(Stored items)
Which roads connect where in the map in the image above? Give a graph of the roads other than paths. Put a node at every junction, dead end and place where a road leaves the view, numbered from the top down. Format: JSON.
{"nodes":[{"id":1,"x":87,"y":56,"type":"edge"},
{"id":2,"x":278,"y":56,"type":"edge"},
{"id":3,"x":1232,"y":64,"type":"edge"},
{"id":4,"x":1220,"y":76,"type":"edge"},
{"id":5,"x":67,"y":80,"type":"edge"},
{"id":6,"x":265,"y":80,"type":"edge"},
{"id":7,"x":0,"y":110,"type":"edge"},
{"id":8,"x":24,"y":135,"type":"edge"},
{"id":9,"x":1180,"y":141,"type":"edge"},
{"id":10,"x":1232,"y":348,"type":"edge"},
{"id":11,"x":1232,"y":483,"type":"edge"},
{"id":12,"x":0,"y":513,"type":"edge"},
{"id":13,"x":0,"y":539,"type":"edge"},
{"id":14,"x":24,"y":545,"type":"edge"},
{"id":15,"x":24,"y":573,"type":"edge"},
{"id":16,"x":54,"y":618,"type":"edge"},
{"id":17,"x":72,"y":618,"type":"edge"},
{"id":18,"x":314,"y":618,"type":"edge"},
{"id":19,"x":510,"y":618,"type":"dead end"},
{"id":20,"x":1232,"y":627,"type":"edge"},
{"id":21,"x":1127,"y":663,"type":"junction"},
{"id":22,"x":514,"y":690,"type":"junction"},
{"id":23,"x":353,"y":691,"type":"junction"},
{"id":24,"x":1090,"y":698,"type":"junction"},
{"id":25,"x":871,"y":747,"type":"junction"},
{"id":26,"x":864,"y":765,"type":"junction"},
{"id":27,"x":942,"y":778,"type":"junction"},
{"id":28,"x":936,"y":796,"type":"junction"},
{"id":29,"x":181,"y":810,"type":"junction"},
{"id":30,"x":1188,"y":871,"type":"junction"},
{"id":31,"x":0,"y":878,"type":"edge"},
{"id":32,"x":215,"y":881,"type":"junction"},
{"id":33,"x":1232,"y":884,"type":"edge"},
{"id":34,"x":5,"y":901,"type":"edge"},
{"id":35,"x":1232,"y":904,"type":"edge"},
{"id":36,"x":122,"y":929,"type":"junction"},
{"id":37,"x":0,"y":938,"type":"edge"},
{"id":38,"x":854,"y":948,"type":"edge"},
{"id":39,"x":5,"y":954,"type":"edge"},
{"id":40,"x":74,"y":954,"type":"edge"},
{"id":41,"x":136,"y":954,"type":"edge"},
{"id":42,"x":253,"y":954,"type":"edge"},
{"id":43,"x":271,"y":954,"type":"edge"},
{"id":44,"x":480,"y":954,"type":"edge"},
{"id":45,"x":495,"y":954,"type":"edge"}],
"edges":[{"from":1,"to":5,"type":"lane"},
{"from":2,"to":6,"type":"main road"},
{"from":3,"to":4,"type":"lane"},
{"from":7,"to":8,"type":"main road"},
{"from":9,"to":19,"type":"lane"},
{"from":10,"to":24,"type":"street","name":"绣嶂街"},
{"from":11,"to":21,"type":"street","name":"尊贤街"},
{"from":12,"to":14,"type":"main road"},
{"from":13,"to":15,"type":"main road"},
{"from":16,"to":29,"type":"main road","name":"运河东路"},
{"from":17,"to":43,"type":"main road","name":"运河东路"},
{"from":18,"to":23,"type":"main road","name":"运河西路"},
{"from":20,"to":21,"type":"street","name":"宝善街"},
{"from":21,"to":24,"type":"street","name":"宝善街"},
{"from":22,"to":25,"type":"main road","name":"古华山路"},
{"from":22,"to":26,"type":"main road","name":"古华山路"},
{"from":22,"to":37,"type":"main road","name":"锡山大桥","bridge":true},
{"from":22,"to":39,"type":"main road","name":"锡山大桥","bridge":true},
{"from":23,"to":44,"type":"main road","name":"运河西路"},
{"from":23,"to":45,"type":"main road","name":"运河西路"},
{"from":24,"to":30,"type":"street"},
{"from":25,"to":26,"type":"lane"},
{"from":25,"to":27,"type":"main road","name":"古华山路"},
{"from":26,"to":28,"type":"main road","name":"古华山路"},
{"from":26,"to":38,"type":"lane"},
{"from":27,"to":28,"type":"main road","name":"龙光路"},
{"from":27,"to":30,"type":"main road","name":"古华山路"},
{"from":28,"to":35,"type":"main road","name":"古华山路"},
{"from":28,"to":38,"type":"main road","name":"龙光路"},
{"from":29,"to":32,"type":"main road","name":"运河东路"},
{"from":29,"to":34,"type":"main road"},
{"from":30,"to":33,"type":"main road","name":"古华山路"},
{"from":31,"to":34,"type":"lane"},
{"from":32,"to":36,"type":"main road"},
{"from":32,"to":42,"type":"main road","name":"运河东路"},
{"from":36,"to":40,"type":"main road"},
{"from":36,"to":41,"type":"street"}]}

▶ _Required action_:
The answer should reproduce each entry above in full.

▶ _Exercise response_:
Which roads connect where in the map in the image above? Give a graph of the roads other than paths. Put a node at every junction, dead end and place where a road leaves the view, numbered from the top down. Format: JSON.
{"nodes":[{"id":1,"x":87,"y":56,"type":"edge"},
{"id":2,"x":278,"y":56,"type":"edge"},
{"id":3,"x":1232,"y":64,"type":"edge"},
{"id":4,"x":1220,"y":76,"type":"edge"},
{"id":5,"x":67,"y":80,"type":"edge"},
{"id":6,"x":265,"y":80,"type":"edge"},
{"id":7,"x":0,"y":110,"type":"edge"},
{"id":8,"x":24,"y":135,"type":"edge"},
{"id":9,"x":1180,"y":141,"type":"edge"},
{"id":10,"x":1232,"y":348,"type":"edge"},
{"id":11,"x":1232,"y":483,"type":"edge"},
{"id":12,"x":0,"y":513,"type":"edge"},
{"id":13,"x":0,"y":539,"type":"edge"},
{"id":14,"x":24,"y":545,"type":"edge"},
{"id":15,"x":24,"y":573,"type":"edge"},
{"id":16,"x":54,"y":618,"type":"edge"},
{"id":17,"x":72,"y":618,"type":"edge"},
{"id":18,"x":314,"y":618,"type":"edge"},
{"id":19,"x":510,"y":618,"type":"dead end"},
{"id":20,"x":1232,"y":627,"type":"edge"},
{"id":21,"x":1127,"y":663,"type":"junction"},
{"id":22,"x":514,"y":690,"type":"junction"},
{"id":23,"x":353,"y":691,"type":"junction"},
{"id":24,"x":1090,"y":698,"type":"junction"},
{"id":25,"x":871,"y":747,"type":"junction"},
{"id":26,"x":864,"y":765,"type":"junction"},
{"id":27,"x":942,"y":778,"type":"junction"},
{"id":28,"x":936,"y":796,"type":"junction"},
{"id":29,"x":181,"y":810,"type":"junction"},
{"id":30,"x":1188,"y":871,"type":"junction"},
{"id":31,"x":0,"y":878,"type":"edge"},
{"id":32,"x":215,"y":881,"type":"junction"},
{"id":33,"x":1232,"y":884,"type":"edge"},
{"id":34,"x":5,"y":901,"type":"edge"},
{"id":35,"x":1232,"y":904,"type":"edge"},
{"id":36,"x":122,"y":929,"type":"junction"},
{"id":37,"x":0,"y":938,"type":"edge"},
{"id":38,"x":854,"y":948,"type":"edge"},
{"id":39,"x":5,"y":954,"type":"edge"},
{"id":40,"x":74,"y":954,"type":"edge"},
{"id":41,"x":136,"y":954,"type":"edge"},
{"id":42,"x":253,"y":954,"type":"edge"},
{"id":43,"x":271,"y":954,"type":"edge"},
{"id":44,"x":480,"y":954,"type":"edge"},
{"id":45,"x":495,"y":954,"type":"edge"}],
"edges":[{"from":1,"to":5,"type":"lane"},
{"from":2,"to":6,"type":"main road"},
{"from":3,"to":4,"type":"lane"},
{"from":7,"to":8,"type":"main road"},
{"from":9,"to":19,"type":"lane"},
{"from":10,"to":24,"type":"street","name":"绣嶂街"},
{"from":11,"to":21,"type":"street","name":"尊贤街"},
{"from":12,"to":14,"type":"main road"},
{"from":13,"to":15,"type":"main road"},
{"from":16,"to":29,"type":"main road","name":"运河东路"},
{"from":17,"to":43,"type":"main road","name":"运河东路"},
{"from":18,"to":23,"type":"main road","name":"运河西路"},
{"from":20,"to":21,"type":"street","name":"宝善街"},
{"from":21,"to":24,"type":"street","name":"宝善街"},
{"from":22,"to":25,"type":"main road","name":"古华山路"},
{"from":22,"to":26,"type":"main road","name":"古华山路"},
{"from":22,"to":37,"type":"main road","name":"锡山大桥","bridge":true},
{"from":22,"to":39,"type":"main road","name":"锡山大桥","bridge":true},
{"from":23,"to":44,"type":"main road","name":"运河西路"},
{"from":23,"to":45,"type":"main road","name":"运河西路"},
{"from":24,"to":30,"type":"street"},
{"from":25,"to":26,"type":"lane"},
{"from":25,"to":27,"type":"main road","name":"古华山路"},
{"from":26,"to":28,"type":"main road","name":"古华山路"},
{"from":26,"to":38,"type":"lane"},
{"from":27,"to":28,"type":"main road","name":"龙光路"},
{"from":27,"to":30,"type":"main road","name":"古华山路"},
{"from":28,"to":35,"type":"main road","name":"古华山路"},
{"from":28,"to":38,"type":"main road","name":"龙光路"},
{"from":29,"to":32,"type":"main road","name":"运河东路"},
{"from":29,"to":34,"type":"main road"},
{"from":30,"to":33,"type":"main road","name":"古华山路"},
{"from":31,"to":34,"type":"lane"},
{"from":32,"to":36,"type":"main road"},
{"from":32,"to":42,"type":"main road","name":"运河东路"},
{"from":36,"to":40,"type":"main road"},
{"from":36,"to":41,"type":"street"}]}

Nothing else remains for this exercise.